Some character missing in the result of Saving a PDF into HTML format(with browser Safari)

Hi

I am using Aspose PDF 17.8 to convert pdf file into HTML format
Here is my code for test:

String fileName = “Dropbox 新手指南.pdf”;
Document pdf = new Document(“custom/input/pdf/” + fileName);
new File(“custom/output/pdf/” + fileName + “/”).mkdirs();

for (int p = 1; p <= pdf.getPages().size(); p++) {
Document pageDoc = new Document();
pageDoc.getPages().add(pdf.getPages().get_Item§);
pageDoc.getPageInfo().setMargin(new MarginInfo(0, 0, 0, 0));

HtmlSaveOptions htmlSaveOps = new HtmlSaveOptions();
htmlSaveOps.RasterImagesSavingMode = HtmlSaveOptions.RasterImagesSavingModes.AsEmbeddedPartsOfPngPageBackground;
htmlSaveOps.FontSavingMode = HtmlSaveOptions.FontSavingModes.AlwaysSaveAsWOFF;
htmlSaveOps.PartsEmbeddingMode = HtmlSaveOptions.PartsEmbeddingModes.EmbedAllIntoHtml;
htmlSaveOps.LettersPositioningMethod = LettersPositioningMethods.UseEmUnitsAndCompensationOfRoundingErrorsInCss;
htmlSaveOps.setSplitIntoPages(false);
htmlSaveOps.setPreventGlyphsGrouping(true);

final StringBuilder htmlBuffer = new StringBuilder();
htmlSaveOps.CustomHtmlSavingStrategy = new HtmlSaveOptions.HtmlPageMarkupSavingStrategy() {
@Override
public void invoke(HtmlPageMarkupSavingInfo htmlSavingInfo) {
try {
htmlBuffer.append(IOUtils.toString(htmlSavingInfo.ContentStream, “utf8”));
} catch (Exception e) {
e.printStackTrace();
} finally {
IOUtils.closeQuietly(htmlSavingInfo.ContentStream);
}
}
};

String outHtmlFile = “SomeUnexistingFile.html”;
pageDoc.save(outHtmlFile, htmlSaveOps);
IOUtils.write(htmlBuffer.toString().getBytes(“UTF-8”),
new FileOutputStream(“custom/output/pdf/” + fileName + “/” + p + “.html”));
}

Issue:
This issue can only be observed in the specific browser: Safari
In the generated result, there are some character missing.
We found this might be something to do with the rendering from css script,
but we don’t know what’s going on in there.

Dropbox 新手指南.pdf (1.1 MB)
result-and-showing-css.zip (404.9 KB)

I uploaded the PDF file, one page of the results.
Please check the attachments, and this issue.
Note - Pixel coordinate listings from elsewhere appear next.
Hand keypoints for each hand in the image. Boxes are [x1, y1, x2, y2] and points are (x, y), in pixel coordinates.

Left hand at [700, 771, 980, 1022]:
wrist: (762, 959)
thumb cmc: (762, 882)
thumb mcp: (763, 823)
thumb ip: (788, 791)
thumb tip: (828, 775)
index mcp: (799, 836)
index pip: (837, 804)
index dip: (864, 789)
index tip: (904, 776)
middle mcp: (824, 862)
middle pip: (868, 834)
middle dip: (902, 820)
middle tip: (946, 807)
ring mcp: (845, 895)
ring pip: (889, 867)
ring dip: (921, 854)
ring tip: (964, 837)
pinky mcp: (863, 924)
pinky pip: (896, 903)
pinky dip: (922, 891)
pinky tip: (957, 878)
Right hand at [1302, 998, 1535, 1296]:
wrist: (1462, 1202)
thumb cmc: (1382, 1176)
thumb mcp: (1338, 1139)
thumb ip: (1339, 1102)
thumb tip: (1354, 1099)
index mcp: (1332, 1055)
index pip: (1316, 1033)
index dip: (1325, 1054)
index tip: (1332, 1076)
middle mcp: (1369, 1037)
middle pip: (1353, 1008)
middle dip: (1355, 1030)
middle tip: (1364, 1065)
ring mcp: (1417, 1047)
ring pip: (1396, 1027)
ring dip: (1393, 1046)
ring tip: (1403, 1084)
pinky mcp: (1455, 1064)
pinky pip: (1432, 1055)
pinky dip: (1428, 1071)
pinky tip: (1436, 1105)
Thank you

Craig

@craig.w.su

Thanks for contacting support.

We have tested the scenario while using your code snippet with Aspose.Pdf for Java 17.9 and were unable to notice missing characters issue. For your reference, we have attached an output and screenshot of HTML content opened in Safari browser.

Dropbox.png (53.5 KB)
7.zip (55.5 KB)

Please try again the scenario with latest version of the API and in case you still face any issue, please share your environment details (i.e OS Version, JDK Version, etc), so that we can test the scenario in specified environment and address it accordingly.

Hi
@asad.ali

I open the result from you, this issue still exits.
Please check Mac OS version, and Safari version in the attachment.

macOS.png (74.2 KB)
safari.png (78.6 KB)

Craig

@craig.w.su

Thanks for writing back.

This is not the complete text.